For this week’s theory seminar, we have Muli Safra talking about "2-to-2 Games is NP-hard.” It will be on Wednesday 10/9 from 3-4pm in Gates 463A

The abstract is below. Hope to see you there!

Bruce

2-to-2 Games is NP-hard
Muli Safra

The PCP theorem characterizes the computational class NP,  to facilitate proofs that almost all approximation problems are NP-hard. to within a ratio only slightly better than the the one known to be efficiently achievable. It can be viewed as a significant strengthening of the Cook-Levin theorem, which states that the problem of deciding the satisfiability of a given CNF formula is NP-hard. The PCP characterization asserts that even coming close to satisfying a given formula is NP-hard.

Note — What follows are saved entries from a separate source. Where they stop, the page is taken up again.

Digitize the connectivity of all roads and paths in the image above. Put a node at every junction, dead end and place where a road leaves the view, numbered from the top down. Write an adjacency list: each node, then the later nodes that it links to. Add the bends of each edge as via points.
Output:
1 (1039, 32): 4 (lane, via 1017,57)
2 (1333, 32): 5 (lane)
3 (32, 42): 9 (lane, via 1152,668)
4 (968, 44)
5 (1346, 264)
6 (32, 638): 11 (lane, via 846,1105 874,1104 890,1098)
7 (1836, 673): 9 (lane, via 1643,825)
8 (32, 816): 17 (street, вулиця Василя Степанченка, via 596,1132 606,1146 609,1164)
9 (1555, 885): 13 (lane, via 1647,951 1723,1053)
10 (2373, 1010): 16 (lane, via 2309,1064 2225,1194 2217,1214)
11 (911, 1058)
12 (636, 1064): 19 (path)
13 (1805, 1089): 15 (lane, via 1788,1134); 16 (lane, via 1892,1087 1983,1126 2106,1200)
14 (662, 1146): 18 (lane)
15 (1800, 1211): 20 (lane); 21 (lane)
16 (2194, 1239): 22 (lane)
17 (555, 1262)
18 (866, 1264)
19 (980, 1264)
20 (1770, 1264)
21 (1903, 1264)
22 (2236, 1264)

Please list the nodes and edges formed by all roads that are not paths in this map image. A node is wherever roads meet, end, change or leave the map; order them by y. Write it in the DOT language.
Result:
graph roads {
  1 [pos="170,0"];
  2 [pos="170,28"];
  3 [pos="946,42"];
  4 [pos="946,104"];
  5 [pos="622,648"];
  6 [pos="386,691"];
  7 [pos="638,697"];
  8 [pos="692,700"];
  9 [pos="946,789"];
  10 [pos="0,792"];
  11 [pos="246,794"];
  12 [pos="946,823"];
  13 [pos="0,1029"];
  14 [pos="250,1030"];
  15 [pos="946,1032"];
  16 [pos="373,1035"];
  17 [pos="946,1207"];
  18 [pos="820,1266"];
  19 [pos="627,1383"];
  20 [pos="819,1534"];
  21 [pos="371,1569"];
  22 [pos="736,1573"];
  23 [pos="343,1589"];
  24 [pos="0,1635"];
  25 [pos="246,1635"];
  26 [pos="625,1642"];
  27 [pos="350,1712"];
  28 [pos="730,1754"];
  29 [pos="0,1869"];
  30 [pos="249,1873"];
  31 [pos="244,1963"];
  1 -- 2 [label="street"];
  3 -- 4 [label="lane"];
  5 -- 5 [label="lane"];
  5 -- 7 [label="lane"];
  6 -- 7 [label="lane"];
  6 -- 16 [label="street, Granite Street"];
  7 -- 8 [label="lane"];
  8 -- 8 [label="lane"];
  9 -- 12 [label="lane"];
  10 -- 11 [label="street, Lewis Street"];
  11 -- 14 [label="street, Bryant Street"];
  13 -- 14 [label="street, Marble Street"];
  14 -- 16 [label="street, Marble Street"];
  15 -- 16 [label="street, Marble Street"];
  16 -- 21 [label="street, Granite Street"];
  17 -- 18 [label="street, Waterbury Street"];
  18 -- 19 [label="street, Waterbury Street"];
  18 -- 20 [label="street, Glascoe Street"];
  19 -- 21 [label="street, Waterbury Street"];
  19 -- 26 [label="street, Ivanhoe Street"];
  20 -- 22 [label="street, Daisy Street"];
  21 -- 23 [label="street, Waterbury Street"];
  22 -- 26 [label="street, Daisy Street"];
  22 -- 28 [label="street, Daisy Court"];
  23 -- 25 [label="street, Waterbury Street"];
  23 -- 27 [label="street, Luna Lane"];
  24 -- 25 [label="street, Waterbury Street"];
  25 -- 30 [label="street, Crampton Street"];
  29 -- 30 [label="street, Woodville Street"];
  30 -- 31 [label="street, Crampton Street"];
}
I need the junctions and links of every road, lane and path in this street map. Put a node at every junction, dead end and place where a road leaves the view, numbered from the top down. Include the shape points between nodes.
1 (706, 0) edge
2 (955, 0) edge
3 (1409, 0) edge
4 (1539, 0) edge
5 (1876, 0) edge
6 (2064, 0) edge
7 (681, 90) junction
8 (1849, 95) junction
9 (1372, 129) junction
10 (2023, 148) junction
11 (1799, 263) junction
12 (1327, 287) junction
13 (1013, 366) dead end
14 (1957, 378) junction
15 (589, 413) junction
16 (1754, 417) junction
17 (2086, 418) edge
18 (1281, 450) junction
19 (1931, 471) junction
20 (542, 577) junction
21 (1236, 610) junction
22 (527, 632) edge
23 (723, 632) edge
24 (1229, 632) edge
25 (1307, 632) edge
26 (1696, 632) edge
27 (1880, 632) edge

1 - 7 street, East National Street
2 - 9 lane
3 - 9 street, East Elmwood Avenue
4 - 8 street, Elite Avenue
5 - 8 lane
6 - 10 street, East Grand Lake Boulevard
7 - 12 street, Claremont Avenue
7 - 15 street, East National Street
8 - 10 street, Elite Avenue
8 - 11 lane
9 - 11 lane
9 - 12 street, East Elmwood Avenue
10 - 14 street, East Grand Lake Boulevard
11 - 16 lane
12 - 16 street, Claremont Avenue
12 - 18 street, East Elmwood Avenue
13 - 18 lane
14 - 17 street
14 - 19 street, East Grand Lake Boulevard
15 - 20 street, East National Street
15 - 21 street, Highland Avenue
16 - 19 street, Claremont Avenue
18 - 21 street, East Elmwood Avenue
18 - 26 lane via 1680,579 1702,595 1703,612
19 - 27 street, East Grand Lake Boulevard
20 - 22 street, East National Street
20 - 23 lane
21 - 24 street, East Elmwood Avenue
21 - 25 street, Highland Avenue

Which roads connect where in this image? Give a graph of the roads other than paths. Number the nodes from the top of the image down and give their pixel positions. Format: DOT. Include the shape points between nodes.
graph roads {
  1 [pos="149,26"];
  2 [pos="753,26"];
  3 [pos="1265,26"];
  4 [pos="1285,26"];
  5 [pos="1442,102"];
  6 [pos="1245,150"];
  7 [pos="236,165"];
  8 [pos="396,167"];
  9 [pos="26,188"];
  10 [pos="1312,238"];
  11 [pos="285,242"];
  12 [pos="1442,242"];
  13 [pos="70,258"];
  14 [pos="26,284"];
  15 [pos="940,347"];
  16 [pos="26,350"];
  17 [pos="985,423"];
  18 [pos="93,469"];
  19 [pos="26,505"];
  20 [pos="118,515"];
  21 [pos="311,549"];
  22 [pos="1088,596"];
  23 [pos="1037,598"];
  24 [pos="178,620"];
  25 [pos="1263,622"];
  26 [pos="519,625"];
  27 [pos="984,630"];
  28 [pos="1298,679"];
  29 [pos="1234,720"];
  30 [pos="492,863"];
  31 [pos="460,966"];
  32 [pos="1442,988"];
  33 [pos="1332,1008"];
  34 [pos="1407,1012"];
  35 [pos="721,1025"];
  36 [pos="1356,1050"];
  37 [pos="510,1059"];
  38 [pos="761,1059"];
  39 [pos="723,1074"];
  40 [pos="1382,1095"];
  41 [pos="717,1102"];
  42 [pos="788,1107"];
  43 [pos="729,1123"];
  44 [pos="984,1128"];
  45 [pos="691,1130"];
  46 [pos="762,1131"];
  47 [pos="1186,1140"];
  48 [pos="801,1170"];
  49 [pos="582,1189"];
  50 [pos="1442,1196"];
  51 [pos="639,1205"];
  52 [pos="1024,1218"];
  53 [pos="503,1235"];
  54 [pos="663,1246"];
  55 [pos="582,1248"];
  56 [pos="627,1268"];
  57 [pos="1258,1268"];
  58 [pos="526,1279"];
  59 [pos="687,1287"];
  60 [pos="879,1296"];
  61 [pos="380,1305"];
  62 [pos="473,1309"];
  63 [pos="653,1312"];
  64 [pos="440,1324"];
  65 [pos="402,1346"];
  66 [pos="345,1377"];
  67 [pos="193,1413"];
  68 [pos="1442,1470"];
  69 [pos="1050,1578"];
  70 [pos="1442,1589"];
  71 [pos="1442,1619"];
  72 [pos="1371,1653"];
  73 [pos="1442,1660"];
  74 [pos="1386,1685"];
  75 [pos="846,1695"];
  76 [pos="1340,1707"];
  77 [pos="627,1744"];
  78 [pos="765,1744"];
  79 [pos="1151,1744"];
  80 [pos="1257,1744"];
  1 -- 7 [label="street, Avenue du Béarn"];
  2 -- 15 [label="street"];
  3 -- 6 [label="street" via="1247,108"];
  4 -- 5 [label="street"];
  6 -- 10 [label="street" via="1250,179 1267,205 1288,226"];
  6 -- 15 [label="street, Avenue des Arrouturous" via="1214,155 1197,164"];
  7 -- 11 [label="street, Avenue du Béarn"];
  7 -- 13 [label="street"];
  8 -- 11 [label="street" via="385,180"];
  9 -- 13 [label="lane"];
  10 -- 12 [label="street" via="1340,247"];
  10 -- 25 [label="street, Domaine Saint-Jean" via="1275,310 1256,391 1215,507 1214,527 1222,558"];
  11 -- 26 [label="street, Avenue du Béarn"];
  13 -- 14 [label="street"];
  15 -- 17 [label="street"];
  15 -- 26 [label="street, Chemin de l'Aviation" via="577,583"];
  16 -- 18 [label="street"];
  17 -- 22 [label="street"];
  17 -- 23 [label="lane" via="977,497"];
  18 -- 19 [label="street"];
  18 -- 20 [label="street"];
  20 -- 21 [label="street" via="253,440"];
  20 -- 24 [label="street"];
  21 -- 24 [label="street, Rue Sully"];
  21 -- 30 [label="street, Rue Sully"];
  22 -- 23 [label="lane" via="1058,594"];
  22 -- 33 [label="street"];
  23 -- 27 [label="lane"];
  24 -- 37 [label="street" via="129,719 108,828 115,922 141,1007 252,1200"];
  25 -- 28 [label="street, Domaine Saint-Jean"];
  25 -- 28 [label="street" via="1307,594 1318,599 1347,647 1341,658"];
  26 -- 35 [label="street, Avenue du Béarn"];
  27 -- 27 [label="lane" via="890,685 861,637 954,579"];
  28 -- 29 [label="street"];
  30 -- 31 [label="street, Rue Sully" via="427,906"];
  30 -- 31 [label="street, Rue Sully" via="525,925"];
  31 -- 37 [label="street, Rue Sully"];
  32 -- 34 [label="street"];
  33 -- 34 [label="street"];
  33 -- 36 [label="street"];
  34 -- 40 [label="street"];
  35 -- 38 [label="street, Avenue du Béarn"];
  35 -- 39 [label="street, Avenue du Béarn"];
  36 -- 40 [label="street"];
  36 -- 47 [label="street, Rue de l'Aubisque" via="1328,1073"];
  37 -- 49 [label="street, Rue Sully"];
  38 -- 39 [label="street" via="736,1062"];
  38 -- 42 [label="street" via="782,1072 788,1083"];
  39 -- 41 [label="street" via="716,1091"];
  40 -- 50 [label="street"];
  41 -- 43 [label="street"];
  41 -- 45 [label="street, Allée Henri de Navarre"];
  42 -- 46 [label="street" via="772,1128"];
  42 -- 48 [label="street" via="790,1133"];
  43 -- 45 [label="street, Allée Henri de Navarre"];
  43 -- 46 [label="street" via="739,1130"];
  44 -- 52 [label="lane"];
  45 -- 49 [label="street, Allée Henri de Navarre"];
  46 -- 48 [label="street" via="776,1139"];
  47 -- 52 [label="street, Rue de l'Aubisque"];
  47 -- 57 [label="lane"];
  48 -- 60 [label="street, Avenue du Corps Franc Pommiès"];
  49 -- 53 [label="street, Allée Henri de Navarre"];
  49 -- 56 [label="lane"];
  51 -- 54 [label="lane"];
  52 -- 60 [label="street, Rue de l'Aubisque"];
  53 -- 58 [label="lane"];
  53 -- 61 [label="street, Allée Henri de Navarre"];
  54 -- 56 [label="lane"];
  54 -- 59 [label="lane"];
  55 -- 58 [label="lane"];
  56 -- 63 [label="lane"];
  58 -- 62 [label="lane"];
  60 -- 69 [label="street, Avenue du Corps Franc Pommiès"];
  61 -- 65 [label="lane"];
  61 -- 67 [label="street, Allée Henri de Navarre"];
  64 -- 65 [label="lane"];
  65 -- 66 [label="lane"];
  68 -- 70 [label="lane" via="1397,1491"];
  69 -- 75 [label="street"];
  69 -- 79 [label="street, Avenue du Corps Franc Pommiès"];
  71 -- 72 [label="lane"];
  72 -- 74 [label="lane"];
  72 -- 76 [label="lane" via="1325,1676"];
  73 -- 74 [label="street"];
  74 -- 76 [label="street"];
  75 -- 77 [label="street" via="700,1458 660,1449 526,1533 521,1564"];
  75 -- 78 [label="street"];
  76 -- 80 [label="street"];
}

A fundamental open questions in PCP theory was whether a special type of PCP, namely, 2-to-2-Games, is still NP-hard.   The conjecture stating it is NP-hard is a variant of Khot's infamous Unique-Games Conjecture.

A recent line of study pursued a new attack on the 2-to-2 Games Conjecture (albeit with imperfect completeness). The approach is based on a mathematical object called the Grassmann Graph, and relies on the study of edge-expansion in this graph (which requires Analysis of Boolean functions on steroids). More specifically, the study of sets of vertices in the Grassmann Graph that contain even a tiny fraction of the edges incident to the set.

A characterization of such sets was recently accomplished, completing a proof for the 2-to-2 Games Conjecture (albeit with imperfect completeness).

The talk discusses the 2-to-2 Games Conjecture, its implications and the line of study.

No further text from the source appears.